= Exercise =
Please copy the leading lines of the entries below exactly, concluding with the line in which "0 1467 translate 1 -1 scale" occurs.
═══ Information shown ═══
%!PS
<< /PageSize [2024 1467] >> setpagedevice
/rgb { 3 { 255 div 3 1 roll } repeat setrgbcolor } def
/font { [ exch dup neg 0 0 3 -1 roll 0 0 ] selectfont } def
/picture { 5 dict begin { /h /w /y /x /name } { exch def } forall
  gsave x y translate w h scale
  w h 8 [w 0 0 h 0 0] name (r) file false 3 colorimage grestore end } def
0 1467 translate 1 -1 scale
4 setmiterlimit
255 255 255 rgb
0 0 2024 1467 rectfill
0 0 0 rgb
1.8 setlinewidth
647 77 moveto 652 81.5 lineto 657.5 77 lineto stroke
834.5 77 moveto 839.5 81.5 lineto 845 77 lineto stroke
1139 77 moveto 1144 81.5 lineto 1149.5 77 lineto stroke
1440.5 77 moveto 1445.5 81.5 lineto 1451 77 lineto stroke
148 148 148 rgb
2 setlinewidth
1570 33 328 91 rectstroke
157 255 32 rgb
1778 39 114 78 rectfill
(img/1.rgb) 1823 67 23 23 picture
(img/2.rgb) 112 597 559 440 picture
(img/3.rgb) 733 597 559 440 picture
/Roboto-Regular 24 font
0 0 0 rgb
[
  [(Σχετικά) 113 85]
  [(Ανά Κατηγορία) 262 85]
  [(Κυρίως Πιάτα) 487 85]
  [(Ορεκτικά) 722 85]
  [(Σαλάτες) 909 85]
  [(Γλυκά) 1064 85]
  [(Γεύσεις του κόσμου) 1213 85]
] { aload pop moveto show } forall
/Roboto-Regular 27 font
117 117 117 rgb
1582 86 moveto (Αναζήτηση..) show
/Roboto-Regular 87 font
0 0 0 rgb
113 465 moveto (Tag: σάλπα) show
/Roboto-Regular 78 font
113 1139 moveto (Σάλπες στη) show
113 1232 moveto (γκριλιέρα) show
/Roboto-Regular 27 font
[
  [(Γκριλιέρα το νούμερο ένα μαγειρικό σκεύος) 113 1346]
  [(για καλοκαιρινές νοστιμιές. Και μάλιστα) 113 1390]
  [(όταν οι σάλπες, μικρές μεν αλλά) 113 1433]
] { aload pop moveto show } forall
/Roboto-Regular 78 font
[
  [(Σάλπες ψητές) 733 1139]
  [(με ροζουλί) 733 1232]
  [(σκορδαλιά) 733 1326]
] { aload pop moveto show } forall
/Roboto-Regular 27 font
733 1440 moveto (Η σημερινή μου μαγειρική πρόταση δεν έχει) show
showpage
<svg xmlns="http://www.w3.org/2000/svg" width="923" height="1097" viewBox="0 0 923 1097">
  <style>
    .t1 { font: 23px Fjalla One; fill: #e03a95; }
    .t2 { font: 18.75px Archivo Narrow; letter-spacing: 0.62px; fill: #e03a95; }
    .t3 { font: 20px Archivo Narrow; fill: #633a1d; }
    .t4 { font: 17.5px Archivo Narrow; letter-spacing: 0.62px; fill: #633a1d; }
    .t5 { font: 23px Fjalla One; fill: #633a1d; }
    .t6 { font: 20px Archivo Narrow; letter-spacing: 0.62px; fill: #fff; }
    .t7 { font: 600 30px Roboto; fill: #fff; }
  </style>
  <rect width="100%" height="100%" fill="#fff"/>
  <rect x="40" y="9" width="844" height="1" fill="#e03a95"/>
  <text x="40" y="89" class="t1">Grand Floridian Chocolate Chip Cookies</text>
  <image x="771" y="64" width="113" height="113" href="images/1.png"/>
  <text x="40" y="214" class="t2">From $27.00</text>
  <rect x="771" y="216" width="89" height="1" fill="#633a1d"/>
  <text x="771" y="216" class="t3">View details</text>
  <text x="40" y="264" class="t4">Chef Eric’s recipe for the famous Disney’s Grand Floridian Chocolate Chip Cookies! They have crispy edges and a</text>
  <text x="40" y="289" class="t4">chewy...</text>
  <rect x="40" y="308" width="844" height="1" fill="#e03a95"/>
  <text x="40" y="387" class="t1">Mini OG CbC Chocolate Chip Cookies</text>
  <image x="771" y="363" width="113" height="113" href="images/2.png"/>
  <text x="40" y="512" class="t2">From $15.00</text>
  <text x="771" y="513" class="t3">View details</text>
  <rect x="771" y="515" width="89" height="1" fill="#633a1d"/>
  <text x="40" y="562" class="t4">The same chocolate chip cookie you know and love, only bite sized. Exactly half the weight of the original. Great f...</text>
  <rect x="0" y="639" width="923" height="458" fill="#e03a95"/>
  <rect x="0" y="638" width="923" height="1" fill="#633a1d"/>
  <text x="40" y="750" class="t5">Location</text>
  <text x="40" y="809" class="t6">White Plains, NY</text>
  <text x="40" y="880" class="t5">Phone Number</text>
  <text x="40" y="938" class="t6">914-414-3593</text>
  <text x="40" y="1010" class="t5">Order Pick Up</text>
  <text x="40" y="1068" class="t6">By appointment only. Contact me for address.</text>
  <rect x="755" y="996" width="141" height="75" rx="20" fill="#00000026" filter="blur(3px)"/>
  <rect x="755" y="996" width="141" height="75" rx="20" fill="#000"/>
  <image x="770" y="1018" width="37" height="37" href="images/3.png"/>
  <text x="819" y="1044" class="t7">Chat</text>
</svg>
═══
= Result for this task =
%!PS
<< /PageSize [2024 1467] >> setpagedevice
/rgb { 3 { 255 div 3 1 roll } repeat setrgbcolor } def
/font { [ exch dup neg 0 0 3 -1 roll 0 0 ] selectfont } def
/picture { 5 dict begin { /h /w /y /x /name } { exch def } forall
  gsave x y translate w h scale
  w h 8 [w 0 0 h 0 0] name (r) file false 3 colorimage grestore end } def
0 1467 translate 1 -1 scale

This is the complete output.